P401 Anti-TNF treatments in Crohn's disease and improvement in work productivity and quality of life: an observational study from Turkey
Törüner M.*1, Başaranoğlu M.2, Atuğ Ö.3, Şentürk Ö.4, Akyüz F.5, Ünsal B.6, Över Hamzaoğlu H.7, Tekin F.8, Sezgin O.9, Akpınar H.10, Çelik A.F.11, Tezel A.12, Göktürk H.S.13, Kav T.14
1Ankara University School of Medicine, Gastroenterology, Ankara, Turkey 2Bezmialem Vakif University Faculty of Medicine, Gastroenterology, Istanbul, Turkey 3Marmara University School of Medicine, Gastroenterology, Istanbul, Turkey 4Kocaeli University Faculty of Medicine, Gastroenterology, Izmit, Turkey 5Istanbul University Istanbul Faculty of Medicine, Gastroenterology, Istanbul, Turkey 6Izmir Katip Celebi University, Gastroenterology, Izmir, Turkey 7Acıbadem Fulya Hospital, Gastroenterology, Istanbul, Turkey 8Ege University Medical School, Gastroenterology, Izmir, Turkey 9Mersin University Faculty of Medicine, Gastroenterology, Mersin, Turkey 10Dokuz Eylul University Faculty of Medicine, Gastroenterology, Izmir, Turkey 11Istanbul University Cerrahpasa Medical School, Gastroenterology, Istanbul, Turkey 12Trakya University Faculty of Medicine, Gastroenterology, Edirne, Turkey 13Baskent University Faculty of Medicine, Gastroenterology, Konya, Turkey 14Hacettepe University School of Medicine, Gastroenterology, Ankara, Turkey
Patients with Crohn's disease (CD) experience major deterioration in their work productivity and quality of life (QoL). Objectives of this study were to evaluate long-term effects of anti-TNF agents on work productivity and activity impairment (WPAI) in patients with CD and also to evaluate QoL using the Inflammatory Bowel Disease Questionnaire (IBDQ) and the Short Form Health Survey (SF-36).
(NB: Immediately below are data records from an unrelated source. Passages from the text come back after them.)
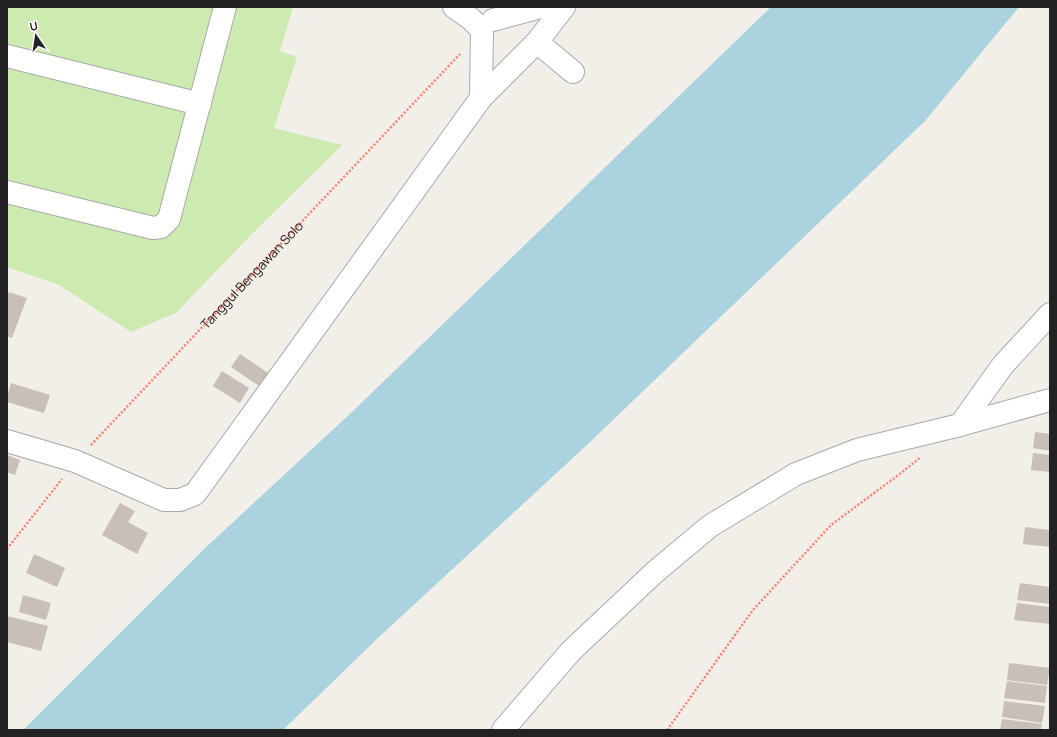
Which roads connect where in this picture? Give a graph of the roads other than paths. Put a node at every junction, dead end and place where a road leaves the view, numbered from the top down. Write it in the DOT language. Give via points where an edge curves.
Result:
graph roads {
  1 [pos="225,7"];
  2 [pos="454,7"];
  3 [pos="541,7"];
  4 [pos="564,7"];
  5 [pos="492,19"];
  6 [pos="537,42"];
  7 [pos="7,56"];
  8 [pos="573,72"];
  9 [pos="481,98"];
  10 [pos="200,104"];
  11 [pos="7,192"];
  12 [pos="1050,314"];
  13 [pos="1050,400"];
  14 [pos="960,425"];
  15 [pos="7,441"];
  16 [pos="503,730"];
  1 -- 10 [label="street"];
  2 -- 5 [label="street" via="471,19"];
  3 -- 5 [label="street"];
  4 -- 6 [label="street"];
  5 -- 9 [label="street"];
  6 -- 8 [label="street"];
  6 -- 9 [label="street"];
  7 -- 10 [label="street"];
  9 -- 15 [label="street" via="195,494 180,500 164,500 76,461"];
  10 -- 11 [label="street" via="169,219 161,227 153,228"];
  12 -- 14 [label="street" via="1003,365"];
  13 -- 14 [label="street"];
  14 -- 16 [label="street" via="857,450 796,474 710,526 655,572 571,651"];
}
Patients with confirmed diagnosis of CD and initiated anti-TNF treatment were included and followed-up for 12 months in this multicenter, prospective observational post marketing study.
A total of 106 patients were included in this study and 64.2% of the patients were male. Mean (±SD) age was 36.9 (±11.1) years. At baseline, fistula information was available for 36 patients and 63.9% of these fistulas were perianal, whereas 36.1% were ileocutaneous. Intestinal stenosis was detected in 35.6% of the patients (n=38). Most of the stenosis were located in ileum (70.6%) followed by colon (20.6%) and others (8.8%). Extraintestinal symptoms were observed in 25 patients (23.6%). Most frequent extraintestinal symptom was arthritis with 71.4% (n=15). Mean time from first symptom to initiation of anti-TNF treatment was 6.3 (±5.0) years. At 12 months post-start of treatment significant improvements were observed in work productivity comparing to baseline. Improvements in WPAI scores from baseline to the last visit were −24.1% (p=0.003) for work time missed, −18.1% (p=0.006) for activity impairment, −8.5% (p=0.107) for overall work impairment, and −17.0% (p<0.001) for daily activity impairment. Similarly significant improvements (p<0.001) were detected in all components of the IBDQ when compared to baseline. Statistically significant improvements (p<0.05) were detected for all components of SF-36 except for mental health (p=0.109).
Patients with CD experience a significant improvement in their QoL in terms of WPAI, IBDQ and SF-36 during long-term anti-TNF treatment.